Do you like TED talks?
Here have at it.

No fucking relationship between vaccines and autism.
#14979584
XogGyux wrote:Whatever dude. You make absolutely no sense. If you really value expert opinion then you wouldnt blindly follow some crazy cookoo guy that has no expertise on this field claiming something that other HUNDREDS of THOUSANDS of experts do not agree with.


How are Zimmerman and Kelly not experts? They're experts according to the CDC and the National Academy of Medicine, that's about as qualified as experts come. They don't get any more qualified than that. You calling them crazy cookoo guys doesn't mean shit, you'd have to provide some actual substantive reasons that are based in reality for why we should disregard their opinions?


HUNDREDS of THOUSANDS of experts do not agree with


We don't have the opinions of hundreds of thousands of experts, the number of people with expertise in this one specific area worldwide is probably in the low thousands and the guys I'm citing are at the top of that field.

Science is an appeal to authority between and among scientists as much as it is for the public:

John Hardwig (1985) articulated one philosophical dilemma posed by large teams of researchers. Each member or subgroup participating in such a project is required because each has a crucial bit of expertise not possessed by any other member or subgroup. This may be knowledge of a part of the instrumentation, the ability to perform a certain kind of calculation, the ability to make a certain kind of measurement or observation. The other members are not in a position to evaluate the results of other members' work, and hence, all must take one anothers' results on trust. The consequence is an experimental result or finding, the evidence for which is not fully understood by any single participant in the experiment.


So given that reality, your "HUNDREDS of THOUSANDS of experts" doesn't really mean all that much. Those hundreds of thousands haven't all made independent inquiries, they're just going on what the literature says.
#14979589
Sivad wrote:How are Zimmerman and Kelly not experts?
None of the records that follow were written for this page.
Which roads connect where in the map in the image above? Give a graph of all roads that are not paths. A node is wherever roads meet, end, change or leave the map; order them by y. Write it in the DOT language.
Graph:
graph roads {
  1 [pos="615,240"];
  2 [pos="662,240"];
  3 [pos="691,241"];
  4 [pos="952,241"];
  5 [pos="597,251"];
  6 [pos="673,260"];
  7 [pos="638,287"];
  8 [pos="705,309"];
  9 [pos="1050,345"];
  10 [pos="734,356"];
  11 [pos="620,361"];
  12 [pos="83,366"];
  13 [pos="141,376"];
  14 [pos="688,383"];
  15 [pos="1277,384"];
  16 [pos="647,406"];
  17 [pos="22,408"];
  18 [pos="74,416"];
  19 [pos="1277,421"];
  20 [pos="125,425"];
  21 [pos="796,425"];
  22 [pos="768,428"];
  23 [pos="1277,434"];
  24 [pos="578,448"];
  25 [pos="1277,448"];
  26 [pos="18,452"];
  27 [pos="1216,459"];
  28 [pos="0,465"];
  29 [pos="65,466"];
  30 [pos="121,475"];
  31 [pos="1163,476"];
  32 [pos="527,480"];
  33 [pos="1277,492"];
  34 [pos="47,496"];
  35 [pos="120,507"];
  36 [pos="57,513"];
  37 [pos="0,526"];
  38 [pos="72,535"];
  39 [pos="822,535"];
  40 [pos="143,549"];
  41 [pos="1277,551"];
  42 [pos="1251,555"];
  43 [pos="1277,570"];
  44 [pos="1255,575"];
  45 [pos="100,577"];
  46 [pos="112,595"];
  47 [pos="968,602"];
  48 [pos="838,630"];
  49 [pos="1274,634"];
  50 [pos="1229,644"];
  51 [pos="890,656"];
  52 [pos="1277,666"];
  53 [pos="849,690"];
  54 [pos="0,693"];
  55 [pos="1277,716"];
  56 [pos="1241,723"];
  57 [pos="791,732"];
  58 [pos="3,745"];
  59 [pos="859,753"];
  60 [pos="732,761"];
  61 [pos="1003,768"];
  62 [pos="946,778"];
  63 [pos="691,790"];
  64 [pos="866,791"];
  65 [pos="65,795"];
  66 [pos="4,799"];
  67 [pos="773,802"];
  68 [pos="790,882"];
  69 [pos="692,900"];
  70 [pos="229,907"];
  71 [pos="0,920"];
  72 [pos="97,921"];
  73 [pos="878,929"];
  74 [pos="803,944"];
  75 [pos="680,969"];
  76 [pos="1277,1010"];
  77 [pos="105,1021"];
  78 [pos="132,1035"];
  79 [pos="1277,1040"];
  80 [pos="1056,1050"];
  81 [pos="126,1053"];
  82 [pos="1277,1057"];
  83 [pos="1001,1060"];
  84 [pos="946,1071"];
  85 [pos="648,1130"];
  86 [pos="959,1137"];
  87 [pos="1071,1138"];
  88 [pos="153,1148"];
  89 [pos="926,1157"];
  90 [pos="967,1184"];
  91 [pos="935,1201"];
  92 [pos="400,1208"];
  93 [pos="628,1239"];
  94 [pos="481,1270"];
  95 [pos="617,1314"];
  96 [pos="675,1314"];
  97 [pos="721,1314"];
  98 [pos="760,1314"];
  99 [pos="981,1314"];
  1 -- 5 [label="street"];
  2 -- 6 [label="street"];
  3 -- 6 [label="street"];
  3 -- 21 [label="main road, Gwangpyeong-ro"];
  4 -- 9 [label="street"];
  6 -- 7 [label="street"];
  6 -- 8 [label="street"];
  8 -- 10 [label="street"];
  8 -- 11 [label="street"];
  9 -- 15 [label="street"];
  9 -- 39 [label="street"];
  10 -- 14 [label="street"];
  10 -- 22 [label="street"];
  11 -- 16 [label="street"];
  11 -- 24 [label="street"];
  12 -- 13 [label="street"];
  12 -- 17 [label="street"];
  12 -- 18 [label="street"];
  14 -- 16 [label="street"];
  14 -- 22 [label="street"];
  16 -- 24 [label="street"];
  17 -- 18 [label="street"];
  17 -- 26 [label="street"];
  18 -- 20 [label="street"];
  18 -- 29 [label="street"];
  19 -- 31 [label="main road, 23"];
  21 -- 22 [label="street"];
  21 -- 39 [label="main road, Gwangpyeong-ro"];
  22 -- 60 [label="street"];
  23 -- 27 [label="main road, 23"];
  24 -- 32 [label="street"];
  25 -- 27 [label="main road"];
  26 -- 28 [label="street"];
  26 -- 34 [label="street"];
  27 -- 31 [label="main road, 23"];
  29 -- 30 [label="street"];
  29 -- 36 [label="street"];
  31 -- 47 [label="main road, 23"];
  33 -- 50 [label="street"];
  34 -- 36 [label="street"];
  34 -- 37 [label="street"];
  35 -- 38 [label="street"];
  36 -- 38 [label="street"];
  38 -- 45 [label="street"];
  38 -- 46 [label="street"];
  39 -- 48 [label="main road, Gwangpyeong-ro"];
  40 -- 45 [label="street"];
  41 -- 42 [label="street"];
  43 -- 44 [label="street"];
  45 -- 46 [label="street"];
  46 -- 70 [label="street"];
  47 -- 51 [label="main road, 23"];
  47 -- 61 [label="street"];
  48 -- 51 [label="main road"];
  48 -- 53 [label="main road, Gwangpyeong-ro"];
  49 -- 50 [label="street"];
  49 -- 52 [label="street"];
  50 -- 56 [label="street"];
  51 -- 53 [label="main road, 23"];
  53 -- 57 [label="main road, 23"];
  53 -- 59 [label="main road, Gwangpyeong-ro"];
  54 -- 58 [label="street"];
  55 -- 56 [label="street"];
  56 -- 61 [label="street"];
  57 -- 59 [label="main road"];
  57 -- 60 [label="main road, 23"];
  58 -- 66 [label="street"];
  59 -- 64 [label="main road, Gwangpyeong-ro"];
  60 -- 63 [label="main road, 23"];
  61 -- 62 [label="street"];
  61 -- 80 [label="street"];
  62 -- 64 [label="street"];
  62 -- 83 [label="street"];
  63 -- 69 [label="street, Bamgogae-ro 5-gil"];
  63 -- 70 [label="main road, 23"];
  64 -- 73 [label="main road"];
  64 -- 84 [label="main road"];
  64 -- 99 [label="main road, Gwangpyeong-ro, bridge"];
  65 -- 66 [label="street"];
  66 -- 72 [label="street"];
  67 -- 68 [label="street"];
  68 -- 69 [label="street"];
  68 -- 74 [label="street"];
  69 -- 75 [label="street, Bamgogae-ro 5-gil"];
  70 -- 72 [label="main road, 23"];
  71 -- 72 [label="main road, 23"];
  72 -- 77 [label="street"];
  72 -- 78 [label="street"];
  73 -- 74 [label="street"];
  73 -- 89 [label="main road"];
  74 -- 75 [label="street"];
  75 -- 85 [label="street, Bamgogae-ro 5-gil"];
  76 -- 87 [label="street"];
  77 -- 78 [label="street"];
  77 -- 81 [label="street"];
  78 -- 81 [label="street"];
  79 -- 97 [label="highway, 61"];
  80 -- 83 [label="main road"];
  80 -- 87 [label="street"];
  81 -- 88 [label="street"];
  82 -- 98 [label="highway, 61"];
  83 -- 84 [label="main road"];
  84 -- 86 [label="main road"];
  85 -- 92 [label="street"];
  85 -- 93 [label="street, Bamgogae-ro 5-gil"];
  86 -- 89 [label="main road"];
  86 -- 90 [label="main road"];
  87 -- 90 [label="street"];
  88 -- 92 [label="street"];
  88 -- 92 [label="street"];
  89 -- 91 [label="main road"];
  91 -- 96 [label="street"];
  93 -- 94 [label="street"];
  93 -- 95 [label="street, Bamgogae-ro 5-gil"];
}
They're experts according to the CDC and the National Academy of Medicine, that's about as qualified as experts come. They don't get any more qualified than that. You calling them crazy cookoo guys doesn't mean shit, you'd have to provide some actual substantive reasons that are based in reality for why we should disregard their opinions?




We don't have the opinions of hundreds of thousands of experts, the number of people with expertise in this one specific area worldwide is probably in the low thousands and the guys I'm citing are at the top of that field.

Science is an appeal to authority between and among scientists as much as it is for the public:



So given that reality, your "HUNDREDS of THOUSANDS of experts" doesn't really mean all that much. Those hundreds of thousands haven't all made independent inquiries, they're just going on what the literature says.


OK I'll bite. Please post the reference to the peer-reviewed papers of the studies that your "experts" published to support their non-sensical opinion.
#14979596
Sivad wrote::knife: Expert opinions are evidence, that's why they're used in courts. Appeal to authority is only fallacious if the authority isn't an actual authority or if the authority is presented as conclusive proof.


I thought you were presenting Zimmerman’s opinion as conclusive proof.

If not, then we agree that Zimmerman’s opinion is just that: one person’s opinion.

The case specific finding?


I am pointing out that Zimmerman does not support the claim that MMR vaccines or thimiseral cause autism.

If you think this man is expert enough that we should take his opinion seriously, then you should ligically accpet his findings that MMR vaccines and thimoseral do not cause vaccines.

He's done case studies.


As far as I can tell from Zimmerman’s own testimony and affidavit, he has not made any case studies. Instead, he has speculated about one causual chain, and he believes he witnessed it one time.

If he actually has written case studies, please provide links.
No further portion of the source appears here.